Rekordmeister gegen Altmeister im Duell um Platz drei

Haarscharf ist der SC Cottbus am großen Finale vorbeigeschrammt. Dabei hatten es die Lausitzer am letzten Wettkampftag in der eigenen Hand gehabt. «Es ist ein bisschen dumm gelaufen, dass wir in diesem Wettkampf mit unseren Gastturnern nicht aus dem vollen schöpfen konnten», bedauert Kapitän Lukas Gallay. «Aber so ist es nun mal. Saisonziel war das Finale. Das haben wir ja bereits erreicht. Was auch immer jetzt in Ludwigsburg passiert, ist in jedem Fall eine Zugabe», findet Gallay. Schließlich sei man lange Jahre nicht im Finale gewesen. «Da wollen wir natürlich jetzt die Gelegenheit nutzen und auch nicht als Verlierer aus der Halle gehen», betonte er.

Druck empfinden die Cottbuser allerdings nicht. «Wir gehen entspannt in den Wettkampf. Für die meisten Jungs ist es ohnehin eine neue Erfahrung», erklärte er. Da ist es gut, dass in Cottbus neben dem erfahrenen Christopher Jursch auch internationale Gelassenheit mit am Start ist.
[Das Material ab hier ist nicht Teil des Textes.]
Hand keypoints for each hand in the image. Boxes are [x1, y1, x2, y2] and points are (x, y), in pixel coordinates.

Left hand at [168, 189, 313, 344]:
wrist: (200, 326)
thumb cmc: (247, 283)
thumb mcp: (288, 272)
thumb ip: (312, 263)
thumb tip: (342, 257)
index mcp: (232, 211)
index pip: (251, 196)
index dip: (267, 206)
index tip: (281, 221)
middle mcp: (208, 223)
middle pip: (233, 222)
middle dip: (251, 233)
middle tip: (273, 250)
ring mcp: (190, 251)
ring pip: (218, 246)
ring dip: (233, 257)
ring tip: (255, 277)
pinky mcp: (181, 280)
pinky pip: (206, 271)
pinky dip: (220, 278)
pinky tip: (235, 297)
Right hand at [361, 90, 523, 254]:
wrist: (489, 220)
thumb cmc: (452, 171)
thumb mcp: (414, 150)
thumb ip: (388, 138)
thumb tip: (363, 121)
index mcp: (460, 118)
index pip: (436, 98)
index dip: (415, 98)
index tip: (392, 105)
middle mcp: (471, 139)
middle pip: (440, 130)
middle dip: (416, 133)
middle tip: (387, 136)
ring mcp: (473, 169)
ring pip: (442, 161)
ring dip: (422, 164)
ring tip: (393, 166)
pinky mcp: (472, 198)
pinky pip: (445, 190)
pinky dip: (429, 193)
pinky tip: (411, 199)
Der Ukrainer Igor Radivilov, der Zypriote Marios Georgiou und der Brasilianer Francisco Barretto Junior haben bereits große Erfahrungen auf der Weltbühne des Turnsports und dürften nicht so leicht zu beeindrucken sein.

Das auch Gegner TG Saar in Oleg Verniaiev und Nikita Nagornyy zwei absolute Top-Athleten an den Start schickt, hat man in Cottbus auf der Rechnung. «Das sind zwei Weltklasseturner. Da wird es viel auf taktische Dinge ankommen», vermutet der Mannschaftskapitän. «Stabilität und Sauberkeit» seien gefragt.
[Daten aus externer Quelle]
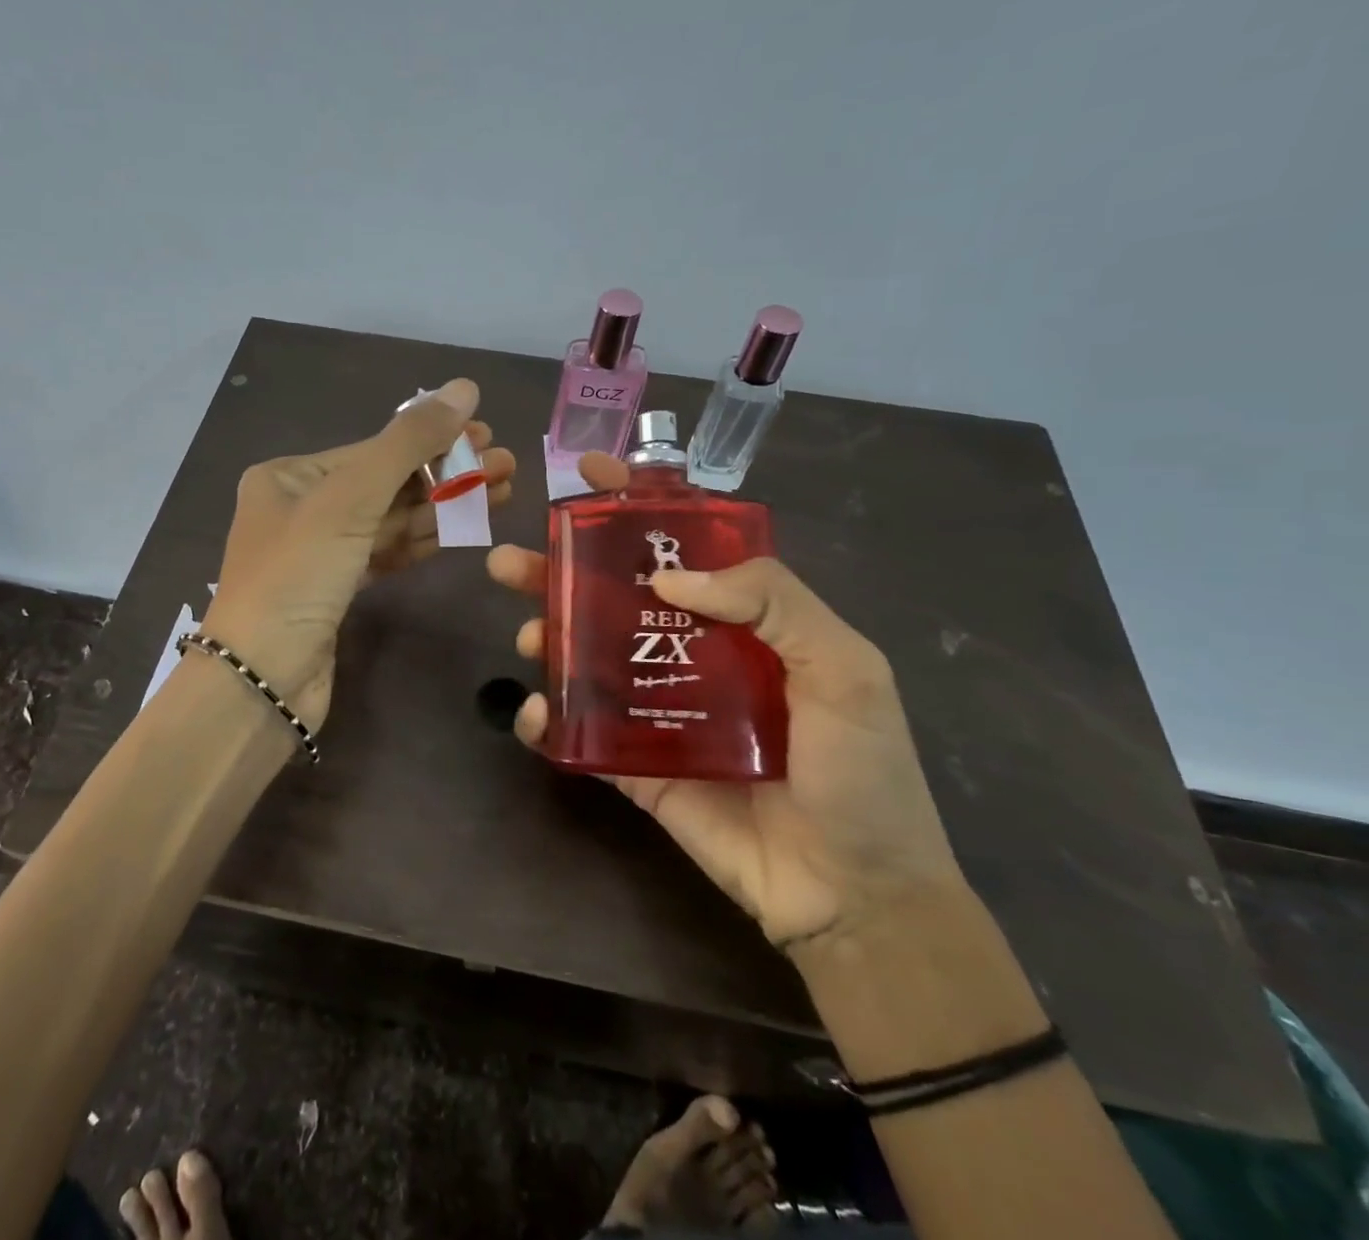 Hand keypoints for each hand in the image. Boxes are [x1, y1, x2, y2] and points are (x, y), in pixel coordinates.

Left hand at [202, 379, 510, 730]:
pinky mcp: (337, 590)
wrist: (262, 682)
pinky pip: (386, 553)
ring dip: (444, 507)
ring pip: (391, 519)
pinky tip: (465, 528)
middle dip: (447, 473)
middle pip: (387, 482)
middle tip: (506, 465)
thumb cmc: (297, 577)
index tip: (487, 434)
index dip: (434, 441)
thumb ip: (408, 443)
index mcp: (289, 476)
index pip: (373, 448)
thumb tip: (463, 387)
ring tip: (502, 491)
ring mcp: (320, 552)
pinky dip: (423, 540)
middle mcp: (301, 508)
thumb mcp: (350, 500)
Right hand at [487, 453, 964, 952]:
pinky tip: (536, 712)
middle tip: (511, 561)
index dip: (636, 506)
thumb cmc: (861, 773)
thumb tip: (668, 577)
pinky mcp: (634, 764)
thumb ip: (773, 601)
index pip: (682, 545)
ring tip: (527, 632)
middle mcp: (691, 651)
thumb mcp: (845, 668)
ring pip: (587, 655)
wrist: (852, 896)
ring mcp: (658, 707)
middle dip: (560, 570)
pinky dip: (548, 717)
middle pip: (615, 595)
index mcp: (743, 620)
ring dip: (547, 634)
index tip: (589, 476)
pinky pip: (581, 731)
Den Start der beiden Mehrkampf-Giganten bestätigte Thorsten Michels von der TG Saar. «Oleg und Nikita werden mit dabei sein. Aber auch der Rest unseres Kader ist fit. Wir werden in Ludwigsburg eine schlagkräftige truppe zusammen haben», versprach er. Das kleine Finale sieht Michels als «versöhnliches und positives Ende» einer Saison, die aufgrund von Verletzungsproblemen äußerst holprig begann. «Mitdem dritten Platz wäre es sogar ein gelungenes Jahr geworden», sagte er. Denn die Bronzemedaille wollen die Turner ihrem scheidenden Trainer Viktor Schweizer widmen, der in den wohlverdienten Ruhestand geht.
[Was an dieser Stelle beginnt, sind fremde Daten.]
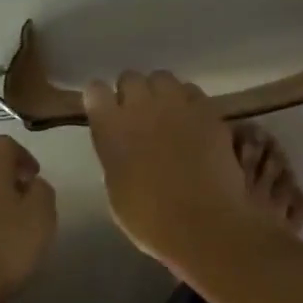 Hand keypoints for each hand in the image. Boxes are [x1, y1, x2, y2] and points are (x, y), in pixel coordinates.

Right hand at [84, 70, 268, 272]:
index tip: (105, 114)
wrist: (204, 225)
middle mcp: (141, 106)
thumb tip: (121, 146)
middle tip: (139, 117)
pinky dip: (189, 103)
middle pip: (130, 77)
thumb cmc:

Selbstbewusstsein hin oder her, einfach wird die Aufgabe der TG Saar in keinem Fall werden. «Sicher ist gar nichts. Der SC Cottbus ist definitiv harter Gegner. Die haben eine junge, super Truppe, die ist hoch mptoviert. Das sind hungrige Jungs, wir mussten das bereits in unserem Heimkampf gegen sie in Dillingen erfahren», erinnert sich Michels nur ungern an die Heimniederlage. Cottbus sei zudem die stärkste Sprungmannschaft der Liga. «An diesem Gerät wird es für uns darauf ankommen, nicht zuviel zu verlieren. Denn am Pauschenpferd und am Boden sollten wir leichte Vorteile haben», glaubt Michels.

Trotz des starken Auftritts des SCC im Saarland sieht der TG-Verantwortliche sein Team in Ludwigsburg am Ende um eine Nasenspitze vorne – wenn alles glattgeht. «Ganz einfach, weil wir stärker besetzt sind als Frühjahr», hat er ausgerechnet. Den Rest sollen dann die Fans aus dem Saarland erledigen. Zwei Busse werden in jedem Fall mit nach Ludwigsburg reisen. «Wir werden ein kleine, aber feine Fanbase haben, die uns den Rücken stärkt», versprach Michels.